For this question, I want to gauge whether admission rates on average are higher or lower when comparing private and public universities. To see this, I want to create a boxplot comparing these two variables.
ggplot(data = college, aes(x = control, y = admission_rate))+
geom_boxplot()+
stat_summary(fun = "mean")+
labs(title = "Admission Rates of Public vs Private", x = "School Style", y = "Admission Rate")
## Warning: Removed 2 rows containing missing values (geom_segment).
This output shows that in general, Private institutions have lower admission rates than its public counterparts. This is shown by private universities having lower mean and medium admission rates than public universities. Even though its close, one can make the argument that private colleges are more selective in admissions.
I want to see if the larger a university is, the higher the expenses are for the said university. To analyze this, I will compare the number of undergraduates and the faculty salary avg of the school. To visualize this relationship, I will use a scatter plot.
ggplot(data = college, aes(x = undergrads, y = faculty_salary_avg))+
geom_point()+
geom_smooth()+
scale_x_log10()+
labs(title = "Number of Undergraduates v. Average Faculty Salary", x = "Number of Undergraduates", y = "Average Faculty Salary")
## `geom_smooth()` using method = 'gam' and formula 'y ~ s(x, bs = "cs")'
This output tells me that there is a relationship between the number of undergraduates and average faculty salary. The smooth line is not that steep, however, which means that universities with a higher number of undergraduates only pay their faculty slightly more than schools with a medium amount of undergraduates.
For my final question, I wanted to see if highest degree choice offered has an impact on debt accumulation.

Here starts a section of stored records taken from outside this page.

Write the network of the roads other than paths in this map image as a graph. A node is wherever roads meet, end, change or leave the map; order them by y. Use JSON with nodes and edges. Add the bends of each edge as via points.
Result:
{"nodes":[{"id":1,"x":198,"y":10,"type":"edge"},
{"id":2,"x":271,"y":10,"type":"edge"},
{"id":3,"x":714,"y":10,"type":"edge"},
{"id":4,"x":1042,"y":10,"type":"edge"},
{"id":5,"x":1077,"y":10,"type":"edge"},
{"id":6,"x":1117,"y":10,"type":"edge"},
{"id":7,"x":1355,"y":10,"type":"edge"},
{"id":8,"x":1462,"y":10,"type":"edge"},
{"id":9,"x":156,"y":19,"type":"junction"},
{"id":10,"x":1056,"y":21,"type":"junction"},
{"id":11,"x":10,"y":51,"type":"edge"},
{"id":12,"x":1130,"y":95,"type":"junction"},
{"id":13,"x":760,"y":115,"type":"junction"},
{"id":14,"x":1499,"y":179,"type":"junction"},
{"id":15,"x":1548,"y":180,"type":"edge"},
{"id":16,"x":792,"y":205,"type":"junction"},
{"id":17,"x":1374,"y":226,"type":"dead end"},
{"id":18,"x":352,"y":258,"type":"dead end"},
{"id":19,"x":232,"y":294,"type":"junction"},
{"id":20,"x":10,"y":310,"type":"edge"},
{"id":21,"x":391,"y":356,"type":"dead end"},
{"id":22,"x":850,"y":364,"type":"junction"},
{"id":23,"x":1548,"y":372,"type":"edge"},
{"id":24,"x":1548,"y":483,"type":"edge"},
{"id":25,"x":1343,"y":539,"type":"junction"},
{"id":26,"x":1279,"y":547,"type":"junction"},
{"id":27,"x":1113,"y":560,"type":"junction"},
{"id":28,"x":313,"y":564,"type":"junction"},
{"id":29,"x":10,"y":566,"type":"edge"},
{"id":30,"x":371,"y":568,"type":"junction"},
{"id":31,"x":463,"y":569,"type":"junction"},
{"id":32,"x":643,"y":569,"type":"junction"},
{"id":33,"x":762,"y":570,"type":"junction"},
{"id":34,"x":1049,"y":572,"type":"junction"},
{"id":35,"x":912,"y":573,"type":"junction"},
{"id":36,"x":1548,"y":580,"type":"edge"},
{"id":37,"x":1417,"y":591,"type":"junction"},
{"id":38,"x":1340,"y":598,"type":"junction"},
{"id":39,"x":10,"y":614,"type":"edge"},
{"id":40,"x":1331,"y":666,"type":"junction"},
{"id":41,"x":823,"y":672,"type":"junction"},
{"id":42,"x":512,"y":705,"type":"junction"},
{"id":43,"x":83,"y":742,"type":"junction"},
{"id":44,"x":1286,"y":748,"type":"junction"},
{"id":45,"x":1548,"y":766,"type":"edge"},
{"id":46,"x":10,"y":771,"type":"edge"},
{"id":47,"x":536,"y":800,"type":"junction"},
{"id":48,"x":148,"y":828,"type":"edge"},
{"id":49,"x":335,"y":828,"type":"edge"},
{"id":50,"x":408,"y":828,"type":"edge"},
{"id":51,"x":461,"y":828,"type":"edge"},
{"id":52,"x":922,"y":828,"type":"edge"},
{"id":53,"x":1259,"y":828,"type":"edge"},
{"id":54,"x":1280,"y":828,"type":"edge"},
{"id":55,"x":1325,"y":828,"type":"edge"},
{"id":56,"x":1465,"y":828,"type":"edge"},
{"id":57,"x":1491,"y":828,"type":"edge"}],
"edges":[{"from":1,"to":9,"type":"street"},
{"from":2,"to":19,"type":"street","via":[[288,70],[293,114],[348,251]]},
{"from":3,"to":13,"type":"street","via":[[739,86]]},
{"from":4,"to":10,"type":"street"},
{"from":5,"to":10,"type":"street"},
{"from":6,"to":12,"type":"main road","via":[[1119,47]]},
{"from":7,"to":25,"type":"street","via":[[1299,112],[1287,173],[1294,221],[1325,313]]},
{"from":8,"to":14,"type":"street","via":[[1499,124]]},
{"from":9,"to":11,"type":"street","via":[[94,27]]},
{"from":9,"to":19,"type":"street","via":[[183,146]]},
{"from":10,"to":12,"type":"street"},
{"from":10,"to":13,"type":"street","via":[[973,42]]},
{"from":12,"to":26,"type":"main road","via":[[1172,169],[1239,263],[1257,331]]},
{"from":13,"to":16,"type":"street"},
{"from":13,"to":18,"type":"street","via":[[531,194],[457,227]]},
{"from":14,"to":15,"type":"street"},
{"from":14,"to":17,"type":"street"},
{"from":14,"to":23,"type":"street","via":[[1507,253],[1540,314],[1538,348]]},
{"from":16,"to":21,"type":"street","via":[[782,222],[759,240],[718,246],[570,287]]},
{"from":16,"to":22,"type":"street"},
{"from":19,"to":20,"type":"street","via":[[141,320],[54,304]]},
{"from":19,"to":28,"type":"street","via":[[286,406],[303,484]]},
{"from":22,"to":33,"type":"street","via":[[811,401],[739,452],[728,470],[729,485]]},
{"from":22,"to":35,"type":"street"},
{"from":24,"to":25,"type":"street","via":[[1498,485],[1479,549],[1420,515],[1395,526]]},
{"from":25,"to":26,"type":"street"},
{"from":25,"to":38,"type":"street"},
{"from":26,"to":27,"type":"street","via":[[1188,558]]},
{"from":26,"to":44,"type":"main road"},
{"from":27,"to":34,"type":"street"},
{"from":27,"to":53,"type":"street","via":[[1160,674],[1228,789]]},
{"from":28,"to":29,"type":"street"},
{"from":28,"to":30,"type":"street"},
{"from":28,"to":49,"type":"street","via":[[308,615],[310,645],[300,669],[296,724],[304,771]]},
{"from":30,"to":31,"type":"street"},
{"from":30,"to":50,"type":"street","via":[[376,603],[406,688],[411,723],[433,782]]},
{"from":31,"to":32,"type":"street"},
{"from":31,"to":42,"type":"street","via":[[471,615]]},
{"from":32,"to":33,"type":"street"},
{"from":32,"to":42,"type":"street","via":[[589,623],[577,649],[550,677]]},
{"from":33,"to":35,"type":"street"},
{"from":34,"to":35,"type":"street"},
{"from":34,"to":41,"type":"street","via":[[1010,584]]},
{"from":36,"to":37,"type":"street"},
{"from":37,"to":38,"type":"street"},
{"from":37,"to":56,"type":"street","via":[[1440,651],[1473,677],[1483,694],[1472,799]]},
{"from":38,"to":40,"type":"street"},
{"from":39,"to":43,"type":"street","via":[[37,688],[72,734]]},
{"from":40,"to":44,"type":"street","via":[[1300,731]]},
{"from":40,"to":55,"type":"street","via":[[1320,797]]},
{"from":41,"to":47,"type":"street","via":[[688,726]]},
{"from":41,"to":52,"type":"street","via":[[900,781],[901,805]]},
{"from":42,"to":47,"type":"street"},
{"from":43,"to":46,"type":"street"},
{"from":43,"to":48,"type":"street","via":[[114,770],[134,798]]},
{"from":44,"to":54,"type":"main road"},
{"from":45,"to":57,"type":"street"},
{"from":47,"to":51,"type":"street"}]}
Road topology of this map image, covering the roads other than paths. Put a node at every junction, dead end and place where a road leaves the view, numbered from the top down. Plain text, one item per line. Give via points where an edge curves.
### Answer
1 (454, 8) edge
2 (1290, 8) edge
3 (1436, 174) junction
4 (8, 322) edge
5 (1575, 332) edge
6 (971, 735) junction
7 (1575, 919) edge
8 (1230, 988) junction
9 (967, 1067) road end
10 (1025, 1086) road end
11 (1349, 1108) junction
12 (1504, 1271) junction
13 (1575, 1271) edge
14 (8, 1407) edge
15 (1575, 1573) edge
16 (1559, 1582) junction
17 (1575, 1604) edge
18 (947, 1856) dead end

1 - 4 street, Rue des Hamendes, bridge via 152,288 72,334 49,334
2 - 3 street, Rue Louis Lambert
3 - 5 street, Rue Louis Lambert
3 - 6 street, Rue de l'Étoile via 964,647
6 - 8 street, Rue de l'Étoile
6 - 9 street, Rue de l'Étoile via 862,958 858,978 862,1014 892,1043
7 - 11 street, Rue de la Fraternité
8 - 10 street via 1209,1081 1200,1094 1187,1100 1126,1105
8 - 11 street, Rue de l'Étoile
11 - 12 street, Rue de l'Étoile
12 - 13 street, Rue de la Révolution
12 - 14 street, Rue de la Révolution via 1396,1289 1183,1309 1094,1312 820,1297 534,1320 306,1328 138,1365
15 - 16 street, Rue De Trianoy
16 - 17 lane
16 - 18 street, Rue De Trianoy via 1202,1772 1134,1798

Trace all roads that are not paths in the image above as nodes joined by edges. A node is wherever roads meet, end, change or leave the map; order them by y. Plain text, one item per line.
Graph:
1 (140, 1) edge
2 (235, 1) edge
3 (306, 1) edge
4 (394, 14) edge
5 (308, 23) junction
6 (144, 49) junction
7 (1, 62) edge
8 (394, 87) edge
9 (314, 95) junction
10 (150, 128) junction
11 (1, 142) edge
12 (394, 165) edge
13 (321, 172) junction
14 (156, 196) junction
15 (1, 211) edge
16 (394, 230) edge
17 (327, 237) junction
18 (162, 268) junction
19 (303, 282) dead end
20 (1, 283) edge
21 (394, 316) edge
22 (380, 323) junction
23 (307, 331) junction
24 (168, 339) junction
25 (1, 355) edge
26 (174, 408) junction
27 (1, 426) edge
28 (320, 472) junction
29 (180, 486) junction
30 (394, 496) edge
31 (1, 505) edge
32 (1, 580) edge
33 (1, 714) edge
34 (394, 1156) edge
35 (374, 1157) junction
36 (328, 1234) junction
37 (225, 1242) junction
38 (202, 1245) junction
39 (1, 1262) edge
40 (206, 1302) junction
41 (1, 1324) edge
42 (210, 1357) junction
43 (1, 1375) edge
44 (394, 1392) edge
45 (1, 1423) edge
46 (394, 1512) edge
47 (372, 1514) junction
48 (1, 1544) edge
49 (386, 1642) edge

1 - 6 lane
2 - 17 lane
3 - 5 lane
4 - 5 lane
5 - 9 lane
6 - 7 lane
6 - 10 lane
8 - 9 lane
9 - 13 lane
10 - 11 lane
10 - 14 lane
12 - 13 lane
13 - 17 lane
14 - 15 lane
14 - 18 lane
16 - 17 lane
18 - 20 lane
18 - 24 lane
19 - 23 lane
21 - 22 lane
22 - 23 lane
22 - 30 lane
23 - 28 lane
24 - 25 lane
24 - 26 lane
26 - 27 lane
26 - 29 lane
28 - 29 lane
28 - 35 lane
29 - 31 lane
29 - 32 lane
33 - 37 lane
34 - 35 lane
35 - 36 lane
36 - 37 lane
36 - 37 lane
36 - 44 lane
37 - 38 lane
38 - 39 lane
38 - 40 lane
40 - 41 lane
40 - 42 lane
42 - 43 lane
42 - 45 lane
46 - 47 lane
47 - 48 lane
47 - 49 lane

I also want to compare this between private and public universities to see if the type of school has an impact as well. To visualize this, I decided to make a barchart.
ggplot(data = college, aes(x = highest_degree, y = median_debt, fill = control))+
geom_bar(position = "dodge", stat = "summary", fun = "mean")+
labs(title = "Debt v. Highest Degree", subtitle = "Public v. Private Colleges", x = "Highest Degree", y = "Median Debt")
The barplot shows that students attending schools that offer an associates degree as its highest degree accumulate much less debt than students who attend schools that offer a bachelors or graduate degree as its highest degree. The barchart also shows that students who attend schools that offer a bachelors degree as its highest degree accumulate about the same debt as students who attend schools which offer a graduate degree as its highest degree. This means that the only real effect highest degree offered has on debt accumulation is whether or not the university only offers an associates degree as its highest degree. As for private vs. public, the barchart also shows that students who attend private schools tend to incur more debt in all three categories than students who attend its public equivalent.